From what we know, the breakdown in performance improvements. for this workload, probably looks something such as this:
- Fetch: . . . . . . 0-5% . . . . . . . .(from L2/L3/IMC)
- Dispatch: . . . 30~35% . . . . . (next instruction counter, larger uop cache, wider dispatch width)
- ALU: . . . . . . . 5-15% . . . . . . . (instructions in play are all too simple to see much improvement, so this would be the predictor improvement as it relates to these simple tests)
- FPU: . . . . . . . 15-33% . . . . . . (non-AVX workload, advantage comes from load bandwidth doubling).
- Retire: . . . . . .70~80% . . . . . .(from doubling of retirement bandwidth - 128-bit to 256-bit - not 100% because of naturally imperfect scaling)
These values would average together to become the IPC increase for this particular workload. These should be the ranges to expect for any program going through the CPU... with some major caveats - such as the fetch and ALU performance not being well represented in this workload - and the dispatch and retire ruling the day.

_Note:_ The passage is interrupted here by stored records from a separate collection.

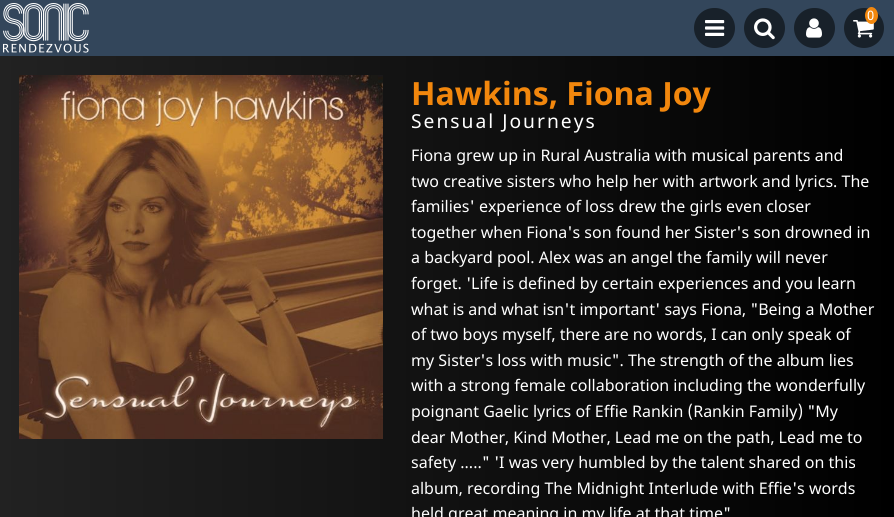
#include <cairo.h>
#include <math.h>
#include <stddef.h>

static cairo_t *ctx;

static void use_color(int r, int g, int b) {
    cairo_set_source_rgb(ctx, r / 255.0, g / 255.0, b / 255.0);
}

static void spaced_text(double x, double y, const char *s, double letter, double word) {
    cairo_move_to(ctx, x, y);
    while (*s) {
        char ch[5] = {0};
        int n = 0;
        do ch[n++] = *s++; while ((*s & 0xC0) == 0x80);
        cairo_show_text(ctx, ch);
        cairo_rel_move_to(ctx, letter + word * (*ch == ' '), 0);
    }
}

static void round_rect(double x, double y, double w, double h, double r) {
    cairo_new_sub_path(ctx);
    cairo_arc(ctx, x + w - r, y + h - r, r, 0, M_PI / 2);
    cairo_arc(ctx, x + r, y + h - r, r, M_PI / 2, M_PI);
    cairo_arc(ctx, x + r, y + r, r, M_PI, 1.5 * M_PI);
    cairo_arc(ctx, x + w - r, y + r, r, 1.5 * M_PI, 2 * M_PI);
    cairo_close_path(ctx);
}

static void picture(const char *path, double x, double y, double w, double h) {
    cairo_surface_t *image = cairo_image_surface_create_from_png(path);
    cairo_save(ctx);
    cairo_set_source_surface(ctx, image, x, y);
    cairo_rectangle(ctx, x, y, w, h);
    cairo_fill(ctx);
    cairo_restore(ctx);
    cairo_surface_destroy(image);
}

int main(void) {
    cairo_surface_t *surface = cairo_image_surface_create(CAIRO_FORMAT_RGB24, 894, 517);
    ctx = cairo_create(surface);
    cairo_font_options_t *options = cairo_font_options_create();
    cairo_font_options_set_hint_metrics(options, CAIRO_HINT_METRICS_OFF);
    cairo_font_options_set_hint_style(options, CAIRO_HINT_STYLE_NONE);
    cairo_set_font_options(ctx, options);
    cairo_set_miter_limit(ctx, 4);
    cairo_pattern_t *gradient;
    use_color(255, 255, 255);
    cairo_paint(ctx);
    gradient = cairo_pattern_create_linear(0, 259, 894, 259);
    cairo_pattern_add_color_stop_rgba(gradient, 0, 0.133, 0.133, 0.133, 1);
    cairo_pattern_add_color_stop_rgba(gradient, 1, 0, 0, 0, 1);
    cairo_set_source(ctx, gradient);
    cairo_pattern_destroy(gradient);
    cairo_rectangle(ctx, 0, 56, 894, 461);
    cairo_fill(ctx);
    use_color(51, 70, 91);
    cairo_rectangle(ctx, 0, 0, 894, 56);
    cairo_fill(ctx);
    picture("img1.png", 3, 3, 86, 50);
    use_color(24, 33, 42);
    round_rect(694, 8, 41, 40, 20);
    cairo_fill(ctx);
    picture("img2.png", 705, 20, 20, 16);
    round_rect(744, 8, 41, 40, 20);
    cairo_fill(ctx);
    picture("img3.png", 754, 18, 21, 22);
    round_rect(794, 8, 41, 40, 20);
    cairo_fill(ctx);
    picture("img4.png", 806, 18, 16, 20);
    cairo_arc(ctx, 864, 28, 20, 0, 2 * M_PI);
    cairo_fill(ctx);
    picture("img5.png", 853, 20, 21, 18);
    use_color(242, 135, 13);
    cairo_new_path(ctx);
    cairo_move_to(ctx, 871.5, 7);
    cairo_curve_to(ctx, 875, 7, 878, 11, 878, 15.5);
    cairo_curve_to(ctx, 878, 20, 875, 24, 871.5, 24);
    cairo_curve_to(ctx, 868, 24, 865, 20, 865, 15.5);
    cairo_curve_to(ctx, 865, 11, 868, 7, 871.5, 7);
    cairo_close_path(ctx);
    cairo_fill(ctx);
    cairo_select_font_face(ctx, "Noto Sans", CAIRO_FONT_SLANT_NORMAL, CAIRO_FONT_WEIGHT_NORMAL);
    cairo_set_font_size(ctx, 13);
    use_color(255, 255, 255);
    spaced_text(867, 20, "0", 1, 0);
    picture("img6.png", 19, 75, 364, 364);
    cairo_select_font_face(ctx, "Noto Sans", CAIRO_FONT_SLANT_NORMAL, CAIRO_FONT_WEIGHT_BOLD);
    cairo_set_font_size(ctx, 32);
    use_color(242, 135, 13);
    cairo_move_to(ctx, 411, 105);
    cairo_show_text(ctx, "Hawkins, Fiona Joy");
    cairo_select_font_face(ctx, "Noto Sans", CAIRO_FONT_SLANT_NORMAL, CAIRO_FONT_WEIGHT_NORMAL);
    cairo_set_font_size(ctx, 19.25);
    use_color(255, 255, 255);
    spaced_text(411, 128, "Sensual Journeys", 2, 0);
    cairo_set_font_size(ctx, 16);
    cairo_move_to(ctx, 411, 161);
    cairo_show_text(ctx, "Fiona grew up in Rural Australia with musical parents and");
    cairo_move_to(ctx, 411, 187);
    cairo_show_text(ctx, "two creative sisters who help her with artwork and lyrics. The");
    cairo_move_to(ctx, 411, 212);
    cairo_show_text(ctx, "families' experience of loss drew the girls even closer");
    cairo_move_to(ctx, 411, 238);
    cairo_show_text(ctx, "together when Fiona's son found her Sister's son drowned in");
    cairo_move_to(ctx, 411, 263);
    cairo_show_text(ctx, "a backyard pool. Alex was an angel the family will never");
    cairo_move_to(ctx, 411, 289);
    cairo_show_text(ctx, "forget. 'Life is defined by certain experiences and you learn");
    cairo_move_to(ctx, 411, 315);
    cairo_show_text(ctx, "what is and what isn't important' says Fiona, \"Being a Mother");
    cairo_move_to(ctx, 411, 340);
    cairo_show_text(ctx, "of two boys myself, there are no words, I can only speak of");
    cairo_move_to(ctx, 411, 366);
    cairo_show_text(ctx, "my Sister's loss with music\". The strength of the album lies");
    cairo_move_to(ctx, 411, 391);
    cairo_show_text(ctx, "with a strong female collaboration including the wonderfully");
    cairo_move_to(ctx, 411, 417);
    cairo_show_text(ctx, "poignant Gaelic lyrics of Effie Rankin (Rankin Family) \"My");
    cairo_move_to(ctx, 411, 443);
    cairo_show_text(ctx, "dear Mother, Kind Mother, Lead me on the path, Lead me to");
    cairo_move_to(ctx, 411, 468);
    cairo_show_text(ctx, "safety .....\" 'I was very humbled by the talent shared on this");
    cairo_move_to(ctx, 411, 494);
    cairo_show_text(ctx, "album, recording The Midnight Interlude with Effie's words");
    cairo_move_to(ctx, 411, 519);
    cairo_show_text(ctx, "held great meaning in my life at that time\"");
    cairo_surface_write_to_png(surface, "result.png");
    cairo_font_options_destroy(options);
    cairo_destroy(ctx);
    cairo_surface_destroy(surface);
    return 0;
}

Also, x86 has plenty of room for improvement. We just have to start walking away from relative energy efficiency.
If we had a process that allowed us to execute and fetch memory with almost no power usage, we would easily double IPC. Everything in a modern CPU is a compromise for power efficiency... including how aggressively you do predictive computation.
Heck, if we created a semi-dedicated pipeline for predictions and left another dedicated path for in-order execution (leaving instruction bubbles and all, but with power gating), we would see cache miss penalties drop close to zero as we could execute both possibilities for a branch outcome then just move over each stage results after a branch prediction is shown true - removing the instruction bubble with a single cycle latency and resulting in nearly perfect prediction performance. This is insane in the world where power consumption is important... you will be executing (partly or in full) nearly every instruction in a program - even for branches not taken... we're talking about potentially more than doubling how much is executed for every clock cycle. Still, this would be something like a 50% IPC increase.